-------- Input --------
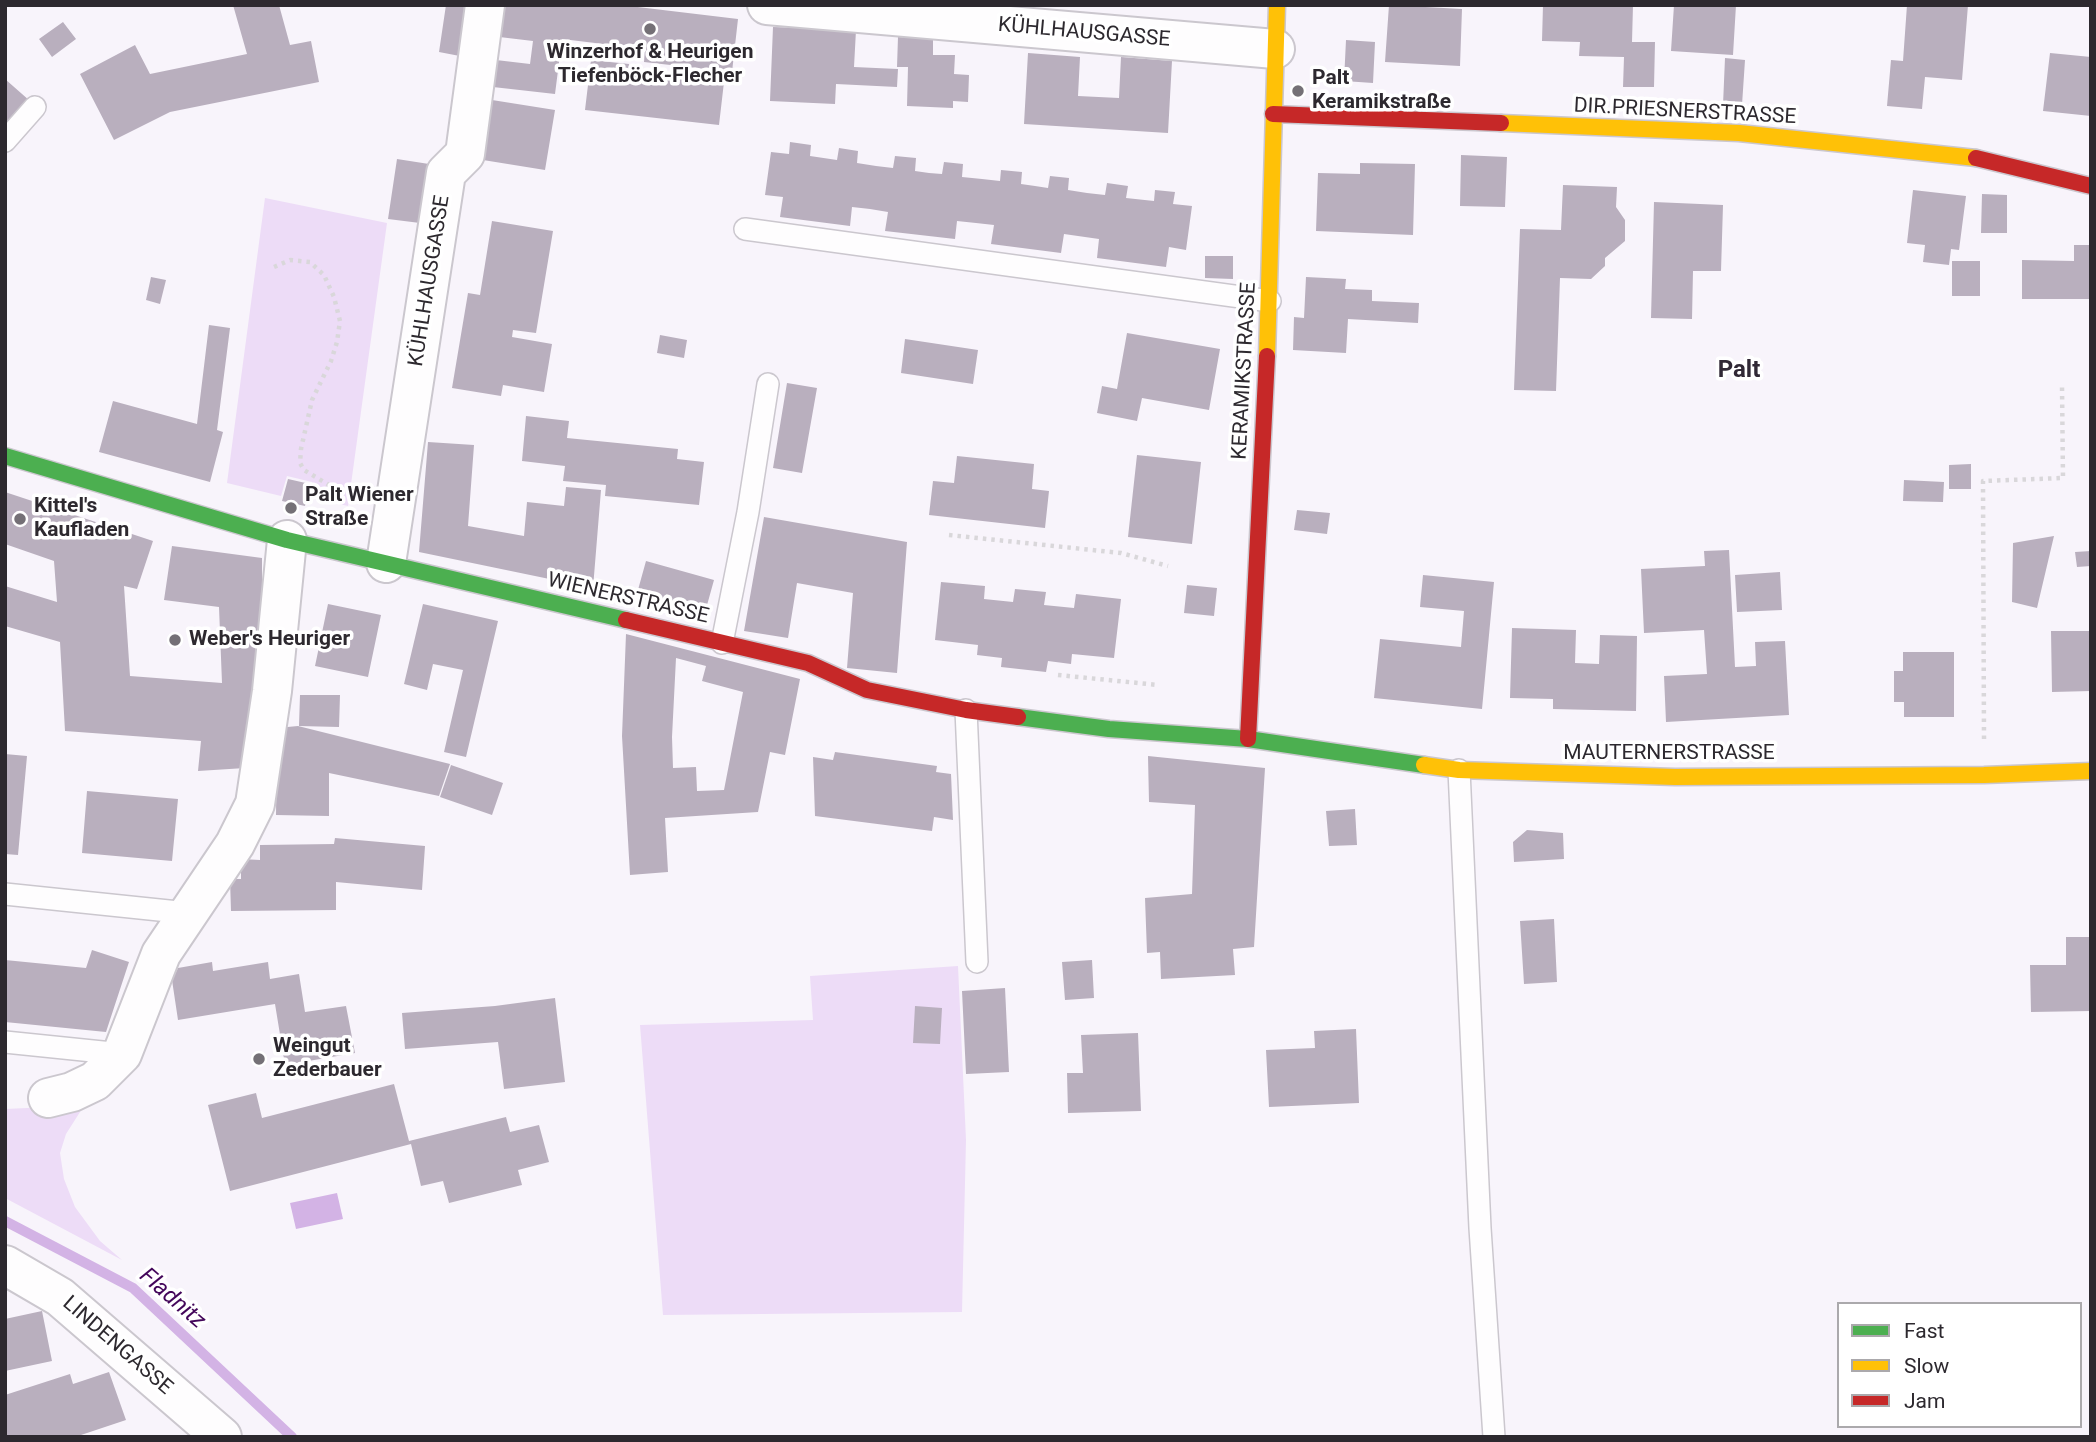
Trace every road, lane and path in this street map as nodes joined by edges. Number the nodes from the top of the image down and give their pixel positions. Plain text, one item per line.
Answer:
1 (485, 5) edge
2 (767, 5) edge
3 (1277, 5) edge
4 (1275, 48) junction
5 (35, 107) dead end
6 (1273, 114) junction
7 (5, 141) edge
8 (2091, 186) edge
9 (745, 229) dead end
10 (274, 267) dead end
11 (1270, 301) junction
12 (768, 384) dead end
13 (2062, 386) dead end
14 (5, 456) edge
15 (396, 506) junction
16 (950, 535) dead end
17 (287, 540) junction
18 (386, 563) junction
19 (1168, 566) dead end
20 (722, 643) junction
21 (1058, 675) dead end
22 (1158, 685) dead end
23 (966, 710) junction
24 (1248, 739) junction
25 (1460, 770) junction
26 (2091, 771) edge
27 (1984, 775) junction
28 (5, 894) edge
29 (188, 913) junction
30 (976, 962) dead end
31 (5, 1042) edge
32 (122, 1054) junction
33 (48, 1098) dead end
34 (5, 1265) edge
35 (222, 1437) edge
36 (1494, 1437) edge

1 - 15 street, KÜHLHAUSGASSE
2 - 4 street, KÜHLHAUSGASSE
3 - 4 street, KERAMIKSTRASSE
4 - 6 street, KERAMIKSTRASSE
5 - 7 lane
6 - 8 street, DIR.PRIESNERSTRASSE
6 - 11 street, KERAMIKSTRASSE
9 - 11 lane
10 - 15 path
11 - 24 street, KERAMIKSTRASSE
12 - 20 lane
13 - 27 path
14 - 17 street, WIENERSTRASSE
15 - 18 street, KÜHLHAUSGASSE
16 - 19 path
17 - 18 street, WIENERSTRASSE
17 - 29 street
18 - 20 street, WIENERSTRASSE
20 - 23 street, WIENERSTRASSE
21 - 22 path
23 - 24 street, WIENERSTRASSE
23 - 30 lane
24 - 25 street, MAUTERNERSTRASSE
25 - 27 street, MAUTERNERSTRASSE
25 - 36 lane
26 - 27 street, MAUTERNERSTRASSE
28 - 29 lane
29 - 32 street
31 - 32 lane
32 - 33 street
34 - 35 street, LINDENGASSE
--------
Every line of the listing is to be retyped exactly; pictures stay out.

**Problem solution:**
Trace every road, lane and path in this street map as nodes joined by edges. Number the nodes from the top of the image down and give their pixel positions. Plain text, one item per line.
Answer:
1 (485, 5) edge
2 (767, 5) edge
3 (1277, 5) edge
4 (1275, 48) junction
5 (35, 107) dead end
6 (1273, 114) junction
7 (5, 141) edge
8 (2091, 186) edge
9 (745, 229) dead end
10 (274, 267) dead end
11 (1270, 301) junction
12 (768, 384) dead end
13 (2062, 386) dead end
14 (5, 456) edge
15 (396, 506) junction
16 (950, 535) dead end
17 (287, 540) junction
18 (386, 563) junction
19 (1168, 566) dead end
20 (722, 643) junction
21 (1058, 675) dead end
22 (1158, 685) dead end
23 (966, 710) junction
24 (1248, 739) junction
25 (1460, 770) junction
26 (2091, 771) edge
27 (1984, 775) junction
28 (5, 894) edge
29 (188, 913) junction
30 (976, 962) dead end
31 (5, 1042) edge
32 (122, 1054) junction
33 (48, 1098) dead end
34 (5, 1265) edge
35 (222, 1437) edge
36 (1494, 1437) edge

1 - 15 street, KÜHLHAUSGASSE
2 - 4 street, KÜHLHAUSGASSE
3 - 4 street, KERAMIKSTRASSE
4 - 6 street, KERAMIKSTRASSE
5 - 7 lane
6 - 8 street, DIR.PRIESNERSTRASSE
6 - 11 street, KERAMIKSTRASSE
9 - 11 lane
10 - 15 path
11 - 24 street, KERAMIKSTRASSE
12 - 20 lane
13 - 27 path
14 - 17 street, WIENERSTRASSE
15 - 18 street, KÜHLHAUSGASSE
16 - 19 path
17 - 18 street, WIENERSTRASSE
17 - 29 street
18 - 20 street, WIENERSTRASSE
20 - 23 street, WIENERSTRASSE
21 - 22 path
23 - 24 street, WIENERSTRASSE
23 - 30 lane
24 - 25 street, MAUTERNERSTRASSE
25 - 27 street, MAUTERNERSTRASSE
25 - 36 lane
26 - 27 street, MAUTERNERSTRASSE
28 - 29 lane
29 - 32 street
31 - 32 lane
32 - 33 street
34 - 35 street, LINDENGASSE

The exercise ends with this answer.